▶ **WHAT YOU ARE ASKED TO DO**
Your copy should match the records exactly, apart from the pictures, which stay out.

EXERCISE MATERIAL below:

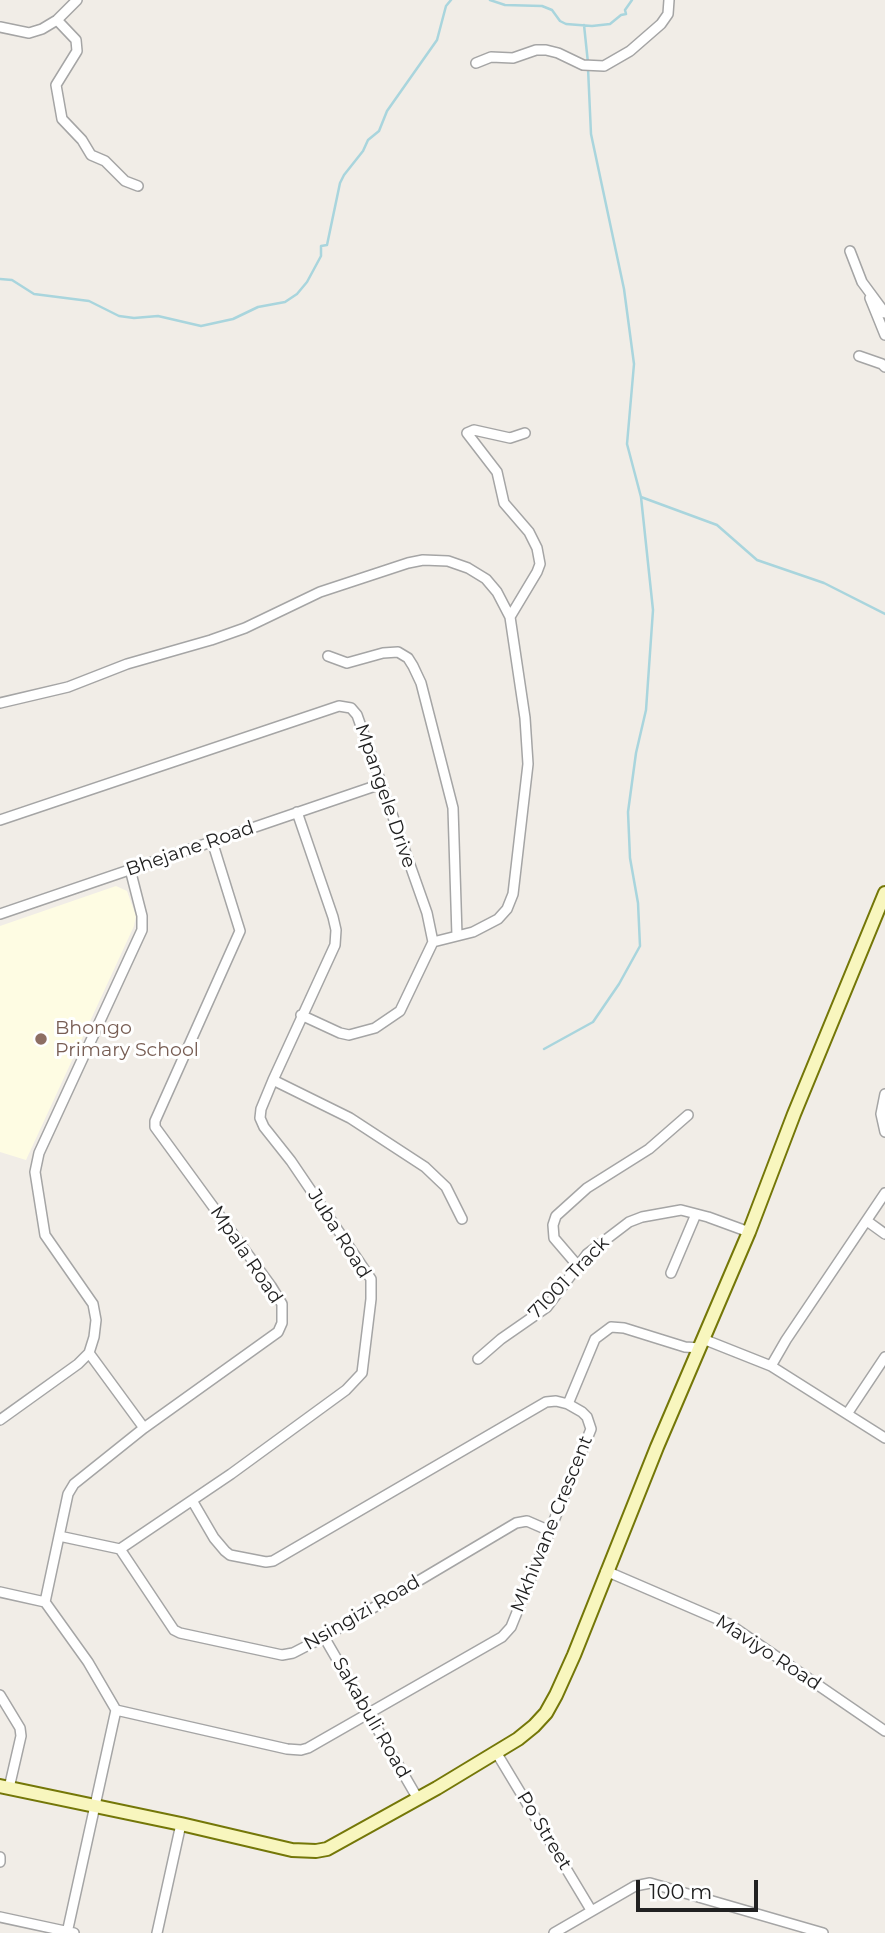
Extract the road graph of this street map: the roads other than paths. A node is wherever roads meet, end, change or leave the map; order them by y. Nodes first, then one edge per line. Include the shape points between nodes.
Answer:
1 (78, 0) edge
2 (669, 0) edge
3 (57, 20) junction
4 (0, 27) edge
5 (476, 63) dead end
6 (138, 186) dead end
7 (850, 251) dead end
8 (869, 293) junction
9 (885, 313) edge
10 (885, 335) edge
11 (859, 356) dead end
12 (885, 367) edge
13 (525, 433) dead end
14 (510, 617) junction
15 (328, 656) dead end
16 (0, 704) edge
17 (381, 784) junction
18 (297, 812) junction
19 (0, 820) edge
20 (212, 841) junction
21 (130, 869) junction
22 (885, 893) edge
23 (0, 914) edge
24 (457, 936) junction
25 (433, 942) junction
26 (301, 1015) junction
27 (273, 1080) junction
28 (885, 1094) edge
29 (688, 1115) dead end
30 (885, 1132) edge
31 (885, 1193) edge
32 (696, 1214) junction
33 (462, 1219) dead end
34 (867, 1221) junction
35 (748, 1232) junction
36 (885, 1234) edge
37 (578, 1266) junction
38 (671, 1273) dead end
39 (701, 1343) junction
40 (89, 1353) junction
41 (885, 1357) edge
42 (478, 1359) dead end
43 (771, 1366) junction
44 (568, 1404) junction
45 (847, 1413) junction
46 (0, 1420) edge
47 (144, 1428) junction
48 (885, 1438) edge
49 (193, 1502) junction
50 (550, 1531) junction
51 (59, 1536) junction
52 (120, 1549) junction
53 (606, 1571) junction
54 (0, 1592) edge
55 (45, 1602) junction
56 (324, 1637) junction
57 (0, 1695) edge
58 (116, 1710) junction
59 (368, 1713) junction
60 (885, 1731) edge
61 (496, 1752) junction
62 (4, 1787) edge
63 (418, 1799) junction
64 (95, 1806) junction
65 (181, 1824) junction
66 (591, 1910) junction
67 (0, 1917) edge
68 (69, 1932) edge
69 (157, 1933) edge
70 (554, 1933) edge
71 (823, 1933) edge

1 - 3 street
2 - 5 street via 661,24 604,66 583,65 546,50
3 - 4 street via 29,33
3 - 6 street via 76,40 77,51 57,85 62,119 91,155
7 - 8 street
8 - 9 street
8 - 10 street
11 - 12 street
13 - 14 street via 510,439 474,430 467,433 497,472 504,503 533,538 539,555 537,572
14 - 16 street via 486,579 448,561 423,560 339,585 211,640
14 - 24 street via 528,764 513,894 498,919
15 - 24 street via 347,663 398,652 408,658 421,683 453,808
17 - 18 street, Bhejane Road
17 - 19 street, Mpangele Drive via 356,715 351,708 339,706
17 - 25 street, Mpangele Drive
18 - 20 street, Bhejane Road
18 - 26 street, Juba Road via 336,930 335,945
20 - 21 street, Bhejane Road
20 - 47 street, Mpala Road via 240,931 155,1126 271,1286 283,1315 278,1332
21 - 23 street, Bhejane Road
21 - 40 street via 142,930 39,1153 35,1172 46,1236 93,1304 96,1320
22 - 35 street
24 - 25 street
25 - 26 street via 400,1010 375,1028 349,1035
26 - 27 street, Juba Road
27 - 33 street via 350,1118 425,1167 446,1186
27 - 49 street, Juba Road via 261,1109 264,1127 371,1279 362,1373 346,1390
28 - 30 street via 881,1114
29 - 37 street via 649,1149 586,1188 556,1216 554,1238
31 - 34 street
32 - 35 street, 71001 Track
32 - 37 street, 71001 Track via 668,1211 629,1222 596,1245
32 - 38 street
34 - 36 street
34 - 43 street
35 - 39 street
37 - 42 street, 71001 Track via 547,1307
39 - 43 street
39 - 44 street via 685,1347 611,1327 595,1339
39 - 53 street
40 - 46 street
40 - 47 street
41 - 45 street
43 - 45 street
44 - 49 street via 551,1401 537,1406 273,1562 225,1551
44 - 50 street, Mkhiwane Crescent via 587,1417 591,1429
45 - 48 street
47 - 51 street, Mpala Road via 74,1484
49 - 52 street, Juba Road
50 - 56 street, Nsingizi Road via 527,1521 516,1523
50 - 59 street, Mkhiwane Crescent via 505,1634
51 - 52 street
51 - 55 street, Mpala Road
52 - 56 street, Nsingizi Road via 165,1620 180,1633 282,1656
53 - 60 street, Maviyo Road via 729,1624
53 - 61 street via 546,1713
54 - 55 street
55 - 58 street
56 - 59 street, Sakabuli Road
57 - 62 street via 20,1728
58 - 59 street, Mkhiwane Crescent via 294,1750 308,1748
58 - 64 street
59 - 63 street, Sakabuli Road
61 - 63 street
61 - 66 street, Po Street
62 - 64 street
63 - 65 street via 316,1851 292,1850
64 - 65 street
64 - 68 street
65 - 69 street
66 - 70 street
66 - 71 street via 635,1886 650,1883
67 - 68 street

End of EXERCISE MATERIAL.

▶ **RESPONSE TO THE TASK**
Extract the road graph of this street map: the roads other than paths. A node is wherever roads meet, end, change or leave the map; order them by y. Nodes first, then one edge per line. Include the shape points between nodes.
Answer:
1 (78, 0) edge
2 (669, 0) edge
3 (57, 20) junction
4 (0, 27) edge
5 (476, 63) dead end
6 (138, 186) dead end
7 (850, 251) dead end
8 (869, 293) junction
9 (885, 313) edge
10 (885, 335) edge
11 (859, 356) dead end
12 (885, 367) edge
13 (525, 433) dead end
14 (510, 617) junction
15 (328, 656) dead end
16 (0, 704) edge
17 (381, 784) junction
18 (297, 812) junction
19 (0, 820) edge
20 (212, 841) junction
21 (130, 869) junction
22 (885, 893) edge
23 (0, 914) edge
24 (457, 936) junction
25 (433, 942) junction
26 (301, 1015) junction
27 (273, 1080) junction
28 (885, 1094) edge
29 (688, 1115) dead end
30 (885, 1132) edge
31 (885, 1193) edge
32 (696, 1214) junction
33 (462, 1219) dead end
34 (867, 1221) junction
35 (748, 1232) junction
36 (885, 1234) edge
37 (578, 1266) junction
38 (671, 1273) dead end
39 (701, 1343) junction
40 (89, 1353) junction
41 (885, 1357) edge
42 (478, 1359) dead end
43 (771, 1366) junction
44 (568, 1404) junction
45 (847, 1413) junction
46 (0, 1420) edge
47 (144, 1428) junction
48 (885, 1438) edge
49 (193, 1502) junction
50 (550, 1531) junction
51 (59, 1536) junction
52 (120, 1549) junction
53 (606, 1571) junction
54 (0, 1592) edge
55 (45, 1602) junction
56 (324, 1637) junction
57 (0, 1695) edge
58 (116, 1710) junction
59 (368, 1713) junction
60 (885, 1731) edge
61 (496, 1752) junction
62 (4, 1787) edge
63 (418, 1799) junction
64 (95, 1806) junction
65 (181, 1824) junction
66 (591, 1910) junction
67 (0, 1917) edge
68 (69, 1932) edge
69 (157, 1933) edge
70 (554, 1933) edge
71 (823, 1933) edge

1 - 3 street
2 - 5 street via 661,24 604,66 583,65 546,50
3 - 4 street via 29,33
3 - 6 street via 76,40 77,51 57,85 62,119 91,155
7 - 8 street
8 - 9 street
8 - 10 street
11 - 12 street
13 - 14 street via 510,439 474,430 467,433 497,472 504,503 533,538 539,555 537,572
14 - 16 street via 486,579 448,561 423,560 339,585 211,640
14 - 24 street via 528,764 513,894 498,919
15 - 24 street via 347,663 398,652 408,658 421,683 453,808
17 - 18 street, Bhejane Road
17 - 19 street, Mpangele Drive via 356,715 351,708 339,706
17 - 25 street, Mpangele Drive
18 - 20 street, Bhejane Road
18 - 26 street, Juba Road via 336,930 335,945
20 - 21 street, Bhejane Road
20 - 47 street, Mpala Road via 240,931 155,1126 271,1286 283,1315 278,1332
21 - 23 street, Bhejane Road
21 - 40 street via 142,930 39,1153 35,1172 46,1236 93,1304 96,1320
22 - 35 street
24 - 25 street
25 - 26 street via 400,1010 375,1028 349,1035
26 - 27 street, Juba Road
27 - 33 street via 350,1118 425,1167 446,1186
27 - 49 street, Juba Road via 261,1109 264,1127 371,1279 362,1373 346,1390
28 - 30 street via 881,1114
29 - 37 street via 649,1149 586,1188 556,1216 554,1238
31 - 34 street
32 - 35 street, 71001 Track
32 - 37 street, 71001 Track via 668,1211 629,1222 596,1245
32 - 38 street
34 - 36 street
34 - 43 street
35 - 39 street
37 - 42 street, 71001 Track via 547,1307
39 - 43 street
39 - 44 street via 685,1347 611,1327 595,1339
39 - 53 street
40 - 46 street
40 - 47 street
41 - 45 street
43 - 45 street
44 - 49 street via 551,1401 537,1406 273,1562 225,1551
44 - 50 street, Mkhiwane Crescent via 587,1417 591,1429
45 - 48 street
47 - 51 street, Mpala Road via 74,1484
49 - 52 street, Juba Road
50 - 56 street, Nsingizi Road via 527,1521 516,1523
50 - 59 street, Mkhiwane Crescent via 505,1634
51 - 52 street
51 - 55 street, Mpala Road
52 - 56 street, Nsingizi Road via 165,1620 180,1633 282,1656
53 - 60 street, Maviyo Road via 729,1624
53 - 61 street via 546,1713
54 - 55 street
55 - 58 street
56 - 59 street, Sakabuli Road
57 - 62 street via 20,1728
58 - 59 street, Mkhiwane Crescent via 294,1750 308,1748
58 - 64 street
59 - 63 street, Sakabuli Road
61 - 63 street
61 - 66 street, Po Street
62 - 64 street
63 - 65 street via 316,1851 292,1850
64 - 65 street
64 - 68 street
65 - 69 street
66 - 70 street
66 - 71 street via 635,1886 650,1883
67 - 68 street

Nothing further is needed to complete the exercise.